Twitter’s complicated relationship with developers is about to get a whole lot worse.
That’s because the company can’t seem to make up its mind on whether it wants to keep third-party Twitter clients around.
Some quick background for those who aren’t up to speed on Twitter developers’ latest headaches: a year ago, the company announced a bunch of changes to its developer policies that the company billed as its latest effort to make the platform a more hospitable place for developers.
But what it didn’t publicize, was that the sweeping API changes would also impose new limits that would effectively “break” the vast majority of third-party Twitter clients. Making matters worse, Twitter never made the beta version of its new API widely available to these developers, who were growing increasingly worried their apps would stop working as of the June 19, 2018, migration date.
All this came to head Friday, when the developers of four of the most popular Twitter clients — Twitterific, Tweetbot, Tweetings, and Talon — penned an open letter to the company begging them to stop #BreakingMyTwitter.
“Despite a long history of third-party contributions to the Twitter ecosystem, the company continues to actively discourage ‘client apps that mimic or reproduce the mainstream Twitter consumer client experience,’ Including platforms where there is no native app,” the developers wrote.
Several hours later, Twitter announced that it’d be delaying API changes to a later date, saying the company would make sure developers had at least 90 days notice.
Last year we announced our plan to retire Site Streams & User Streams, and replace them with the Account Activity API (currently in beta). We are delaying the scheduled June 19th deprecation date.
— Twitter Dev (@TwitterDev) April 6, 2018
But though this may provide short-term relief to developers worried about imminent demise of their apps, Twitter failed to give a clear answer on whether it was committed to supporting third-party Twitter clients in the first place.
a spokesperson declined to answer when asked Twitter was committed to supporting third-party clients as part of its ecosystem
For now, Twitter’s Activity API still limits developers to push notifications for just 35 accounts, which is a nonstarter for clients like Tweetbot which need to provide notifications to “hundreds of thousands” of users, according to developers.
A spokesperson declined to answer when asked Twitter was committed to supporting third-party clients as part of its ecosystem.
So while it’s possible Twitter could reach yet another détente with developers, it’s certainly not looking good at this particular moment.
Needless to say, this is worrying not just for developers, but for all Twitter users. Third-party Twitter clients have been an important part of the company’s platform since Twitter’s early days.
Third-party apps have historically been much farther ahead of the curve in terms of adapting to the constantly changing needs of users. Twitterific, for example, had a Mac app for Twitter long before Twitter ever had one (incidentally, the company killed its own native Mac app earlier this year).
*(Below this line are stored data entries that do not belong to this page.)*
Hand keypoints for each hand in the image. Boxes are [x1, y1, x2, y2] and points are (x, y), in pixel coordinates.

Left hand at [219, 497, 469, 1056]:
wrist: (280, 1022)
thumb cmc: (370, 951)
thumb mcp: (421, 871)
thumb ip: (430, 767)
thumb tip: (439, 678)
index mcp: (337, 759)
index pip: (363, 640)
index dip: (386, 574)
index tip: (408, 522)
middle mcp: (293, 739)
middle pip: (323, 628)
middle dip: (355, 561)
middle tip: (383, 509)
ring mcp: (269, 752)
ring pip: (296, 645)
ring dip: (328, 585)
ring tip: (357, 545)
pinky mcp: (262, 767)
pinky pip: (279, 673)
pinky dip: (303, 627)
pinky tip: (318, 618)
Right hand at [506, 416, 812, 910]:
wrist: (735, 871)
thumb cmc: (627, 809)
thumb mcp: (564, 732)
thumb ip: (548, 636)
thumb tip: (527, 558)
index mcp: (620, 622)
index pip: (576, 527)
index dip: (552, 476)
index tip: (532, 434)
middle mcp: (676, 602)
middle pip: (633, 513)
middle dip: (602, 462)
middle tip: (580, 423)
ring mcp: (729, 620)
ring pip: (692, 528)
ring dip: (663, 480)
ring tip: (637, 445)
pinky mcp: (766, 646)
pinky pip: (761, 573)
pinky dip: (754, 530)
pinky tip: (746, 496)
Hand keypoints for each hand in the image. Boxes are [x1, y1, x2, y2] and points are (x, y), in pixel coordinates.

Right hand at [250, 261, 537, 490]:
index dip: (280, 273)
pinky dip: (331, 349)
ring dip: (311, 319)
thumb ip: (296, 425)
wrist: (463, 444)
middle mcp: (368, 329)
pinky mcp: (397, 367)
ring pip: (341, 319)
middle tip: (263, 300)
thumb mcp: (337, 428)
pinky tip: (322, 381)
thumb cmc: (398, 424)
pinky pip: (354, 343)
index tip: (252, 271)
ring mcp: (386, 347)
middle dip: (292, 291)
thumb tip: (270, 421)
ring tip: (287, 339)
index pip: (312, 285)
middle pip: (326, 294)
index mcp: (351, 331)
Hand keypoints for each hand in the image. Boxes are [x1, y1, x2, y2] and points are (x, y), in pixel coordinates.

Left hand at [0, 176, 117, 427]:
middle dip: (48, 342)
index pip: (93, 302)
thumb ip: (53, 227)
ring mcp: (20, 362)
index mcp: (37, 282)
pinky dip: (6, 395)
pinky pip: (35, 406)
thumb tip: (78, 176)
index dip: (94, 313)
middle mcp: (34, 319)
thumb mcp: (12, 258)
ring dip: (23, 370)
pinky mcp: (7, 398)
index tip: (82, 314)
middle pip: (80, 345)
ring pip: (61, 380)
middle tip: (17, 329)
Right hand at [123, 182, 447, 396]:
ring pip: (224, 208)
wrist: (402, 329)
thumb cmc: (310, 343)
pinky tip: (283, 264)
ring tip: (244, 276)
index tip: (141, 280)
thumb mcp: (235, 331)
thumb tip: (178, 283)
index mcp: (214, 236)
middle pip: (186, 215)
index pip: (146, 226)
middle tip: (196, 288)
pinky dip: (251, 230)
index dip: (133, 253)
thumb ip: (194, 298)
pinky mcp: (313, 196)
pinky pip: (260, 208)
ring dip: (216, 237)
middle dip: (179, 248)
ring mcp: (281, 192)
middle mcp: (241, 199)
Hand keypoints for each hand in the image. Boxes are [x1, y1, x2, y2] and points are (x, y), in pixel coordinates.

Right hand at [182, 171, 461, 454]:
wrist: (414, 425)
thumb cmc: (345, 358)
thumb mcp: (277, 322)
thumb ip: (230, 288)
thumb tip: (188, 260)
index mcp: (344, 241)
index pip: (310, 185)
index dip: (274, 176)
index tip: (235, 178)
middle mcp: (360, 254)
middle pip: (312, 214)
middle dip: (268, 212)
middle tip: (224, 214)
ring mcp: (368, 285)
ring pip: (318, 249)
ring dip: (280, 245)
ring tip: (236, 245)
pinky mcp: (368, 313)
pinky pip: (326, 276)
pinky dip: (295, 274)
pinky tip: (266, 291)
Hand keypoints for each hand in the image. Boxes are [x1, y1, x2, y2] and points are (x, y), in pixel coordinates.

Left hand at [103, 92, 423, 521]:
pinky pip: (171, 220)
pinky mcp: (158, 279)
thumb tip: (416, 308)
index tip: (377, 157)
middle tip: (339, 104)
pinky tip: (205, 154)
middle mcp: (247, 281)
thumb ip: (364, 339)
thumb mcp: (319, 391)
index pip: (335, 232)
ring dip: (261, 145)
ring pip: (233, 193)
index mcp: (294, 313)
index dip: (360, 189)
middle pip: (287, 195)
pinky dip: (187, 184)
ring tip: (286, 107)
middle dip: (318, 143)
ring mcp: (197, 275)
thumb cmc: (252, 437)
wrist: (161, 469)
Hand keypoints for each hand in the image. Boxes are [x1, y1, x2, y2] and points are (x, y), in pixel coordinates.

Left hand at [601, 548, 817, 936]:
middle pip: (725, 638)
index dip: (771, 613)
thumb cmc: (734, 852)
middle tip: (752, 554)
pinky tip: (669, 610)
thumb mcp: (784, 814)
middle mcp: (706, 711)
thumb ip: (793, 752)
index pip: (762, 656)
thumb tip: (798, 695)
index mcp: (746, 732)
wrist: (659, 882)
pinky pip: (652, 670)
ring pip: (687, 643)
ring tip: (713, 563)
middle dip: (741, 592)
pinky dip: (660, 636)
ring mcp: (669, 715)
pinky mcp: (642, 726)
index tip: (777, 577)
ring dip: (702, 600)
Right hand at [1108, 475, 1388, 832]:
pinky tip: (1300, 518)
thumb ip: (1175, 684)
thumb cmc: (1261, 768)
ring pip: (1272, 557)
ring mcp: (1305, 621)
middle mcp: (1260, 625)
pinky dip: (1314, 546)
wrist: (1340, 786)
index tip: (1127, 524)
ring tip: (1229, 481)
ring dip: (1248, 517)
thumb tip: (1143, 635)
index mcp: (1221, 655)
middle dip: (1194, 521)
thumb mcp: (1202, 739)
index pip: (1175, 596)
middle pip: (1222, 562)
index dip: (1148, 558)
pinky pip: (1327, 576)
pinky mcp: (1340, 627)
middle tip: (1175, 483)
Even former product chief Jeff Seibert weighed in to say that killing Tweetbot would be “a grave error.”
While I deeply understand the complexities of running Twitter’s dev platform, and there are no easy decisions here, it would be a grave error to effectively end Mac support by killing Tweetbot. https://t.co/4ZcBRE80FQ
— Jeff Seibert (@jeffseibert) April 6, 2018
But despite their popularity, Twitter has never quite figured out how to peacefully coexist with developers.
In 2015, CEO Jack Dorsey famously promised to “reset” the company’s relationship with developers at the company’s (now defunct) developer conference.
“We can’t stand alone, we need your help, we need the help of everyone in the room,” Dorsey said. “We need to make sure that we are serving all of those organizations and all of our developers in the best way because that is what is going to make Twitter great.”
Less than two years later, the company had canceled its annual developer event and sold off its developer toolkit to Google.
Now, it can’t even give a clear answer on whether it wants third-party apps around at all.